Telephone and Data Systems (TDS) stock plummeted 9.06% in pre-market trading on Friday after reporting weaker-than-expected fourth-quarter results and providing a disappointing outlook for 2025.
The telecommunications services provider reported a fourth-quarter adjusted loss of $0.09 per share, which was narrower than the $0.11 loss in the year-ago quarter but missed analysts' expectations of a $0.38 loss. Revenue for the quarter came in at $1.24 billion, down from $1.31 billion a year earlier and slightly below the consensus estimate of $1.25 billion.
For the full year 2024, TDS reported a net loss of $28 million, or $0.85 per share, on revenue of $4.96 billion. The company's wireless subsidiary, UScellular, saw a 4% year-over-year decline in revenue to $3.67 billion, while its wireline business, TDS Telecom, experienced a 2% drop in revenue to $1.29 billion.
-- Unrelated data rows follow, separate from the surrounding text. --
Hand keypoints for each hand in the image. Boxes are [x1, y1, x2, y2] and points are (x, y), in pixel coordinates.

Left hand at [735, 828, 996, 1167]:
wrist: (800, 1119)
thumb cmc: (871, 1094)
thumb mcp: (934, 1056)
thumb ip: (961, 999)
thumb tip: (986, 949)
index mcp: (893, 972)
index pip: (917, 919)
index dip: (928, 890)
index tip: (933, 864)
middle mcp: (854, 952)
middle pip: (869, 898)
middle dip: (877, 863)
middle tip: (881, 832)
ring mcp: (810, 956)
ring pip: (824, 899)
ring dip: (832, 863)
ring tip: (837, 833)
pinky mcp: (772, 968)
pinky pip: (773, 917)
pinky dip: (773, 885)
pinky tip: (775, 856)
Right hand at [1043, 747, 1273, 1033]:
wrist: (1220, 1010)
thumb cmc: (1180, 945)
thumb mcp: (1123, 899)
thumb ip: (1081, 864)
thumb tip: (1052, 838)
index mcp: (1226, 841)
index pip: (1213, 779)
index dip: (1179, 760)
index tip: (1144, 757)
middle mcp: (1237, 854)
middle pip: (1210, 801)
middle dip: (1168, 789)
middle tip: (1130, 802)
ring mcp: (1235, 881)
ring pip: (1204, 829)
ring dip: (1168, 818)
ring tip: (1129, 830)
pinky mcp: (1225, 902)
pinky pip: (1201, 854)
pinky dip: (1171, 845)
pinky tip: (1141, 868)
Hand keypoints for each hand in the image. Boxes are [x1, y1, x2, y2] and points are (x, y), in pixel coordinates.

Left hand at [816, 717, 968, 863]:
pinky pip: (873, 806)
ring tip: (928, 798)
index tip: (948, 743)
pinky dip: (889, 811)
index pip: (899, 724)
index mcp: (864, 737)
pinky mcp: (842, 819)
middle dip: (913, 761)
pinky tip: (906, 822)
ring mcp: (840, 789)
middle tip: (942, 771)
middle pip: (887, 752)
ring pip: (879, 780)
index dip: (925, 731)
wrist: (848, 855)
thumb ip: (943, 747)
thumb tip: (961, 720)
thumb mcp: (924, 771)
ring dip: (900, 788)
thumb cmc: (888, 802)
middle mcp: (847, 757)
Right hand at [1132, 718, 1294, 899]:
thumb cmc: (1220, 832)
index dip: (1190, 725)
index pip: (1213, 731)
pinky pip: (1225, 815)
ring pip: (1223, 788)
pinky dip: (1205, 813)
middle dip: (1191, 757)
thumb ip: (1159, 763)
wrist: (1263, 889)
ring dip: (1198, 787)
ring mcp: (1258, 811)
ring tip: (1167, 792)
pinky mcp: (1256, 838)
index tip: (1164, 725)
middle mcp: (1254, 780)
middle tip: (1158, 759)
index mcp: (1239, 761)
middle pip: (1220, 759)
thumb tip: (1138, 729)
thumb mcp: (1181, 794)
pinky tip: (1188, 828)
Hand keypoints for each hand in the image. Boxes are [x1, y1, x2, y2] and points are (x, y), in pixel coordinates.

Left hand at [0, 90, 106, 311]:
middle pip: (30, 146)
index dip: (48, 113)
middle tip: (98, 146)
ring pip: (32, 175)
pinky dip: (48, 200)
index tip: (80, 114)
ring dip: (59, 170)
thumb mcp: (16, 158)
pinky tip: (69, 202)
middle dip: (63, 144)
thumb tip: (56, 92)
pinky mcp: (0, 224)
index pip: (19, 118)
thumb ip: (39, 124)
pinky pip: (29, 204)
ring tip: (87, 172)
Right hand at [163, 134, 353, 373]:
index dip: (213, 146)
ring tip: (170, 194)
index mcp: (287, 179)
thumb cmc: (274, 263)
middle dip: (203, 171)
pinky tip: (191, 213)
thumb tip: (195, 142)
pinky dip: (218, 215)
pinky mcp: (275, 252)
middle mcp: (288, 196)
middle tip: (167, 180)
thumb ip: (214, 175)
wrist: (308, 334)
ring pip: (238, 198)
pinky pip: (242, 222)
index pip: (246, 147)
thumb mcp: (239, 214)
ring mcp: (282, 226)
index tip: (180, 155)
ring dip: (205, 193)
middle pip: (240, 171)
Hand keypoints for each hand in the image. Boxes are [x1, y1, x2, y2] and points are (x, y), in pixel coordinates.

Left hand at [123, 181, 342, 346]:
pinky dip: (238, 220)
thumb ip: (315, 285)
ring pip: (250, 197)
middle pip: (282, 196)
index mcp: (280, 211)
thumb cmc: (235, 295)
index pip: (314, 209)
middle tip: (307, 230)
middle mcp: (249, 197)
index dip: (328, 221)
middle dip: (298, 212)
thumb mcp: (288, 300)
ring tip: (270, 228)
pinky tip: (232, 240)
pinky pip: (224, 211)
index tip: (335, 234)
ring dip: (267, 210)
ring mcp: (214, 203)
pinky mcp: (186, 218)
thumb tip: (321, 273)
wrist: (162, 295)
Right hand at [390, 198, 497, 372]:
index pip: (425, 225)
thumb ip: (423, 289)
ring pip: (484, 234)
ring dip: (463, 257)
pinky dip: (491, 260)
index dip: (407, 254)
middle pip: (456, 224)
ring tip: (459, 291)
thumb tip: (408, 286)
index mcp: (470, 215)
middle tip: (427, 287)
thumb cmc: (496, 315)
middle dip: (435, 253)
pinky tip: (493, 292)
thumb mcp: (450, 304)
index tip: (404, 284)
Looking ahead, TDS did not provide specific guidance for 2025 due to the pending sale of its wireless operations to T-Mobile. However, the company noted that it expects continued pressure on its financial performance, particularly in the wireline segment, due to ongoing industry challenges and competitive pressures.
Analysts expressed concerns about TDS's ability to navigate the rapidly changing telecommunications landscape and maintain profitability in the face of intense competition from larger players. The company's stock price has been on a downward trend in recent years, reflecting the challenges it faces in a highly saturated market.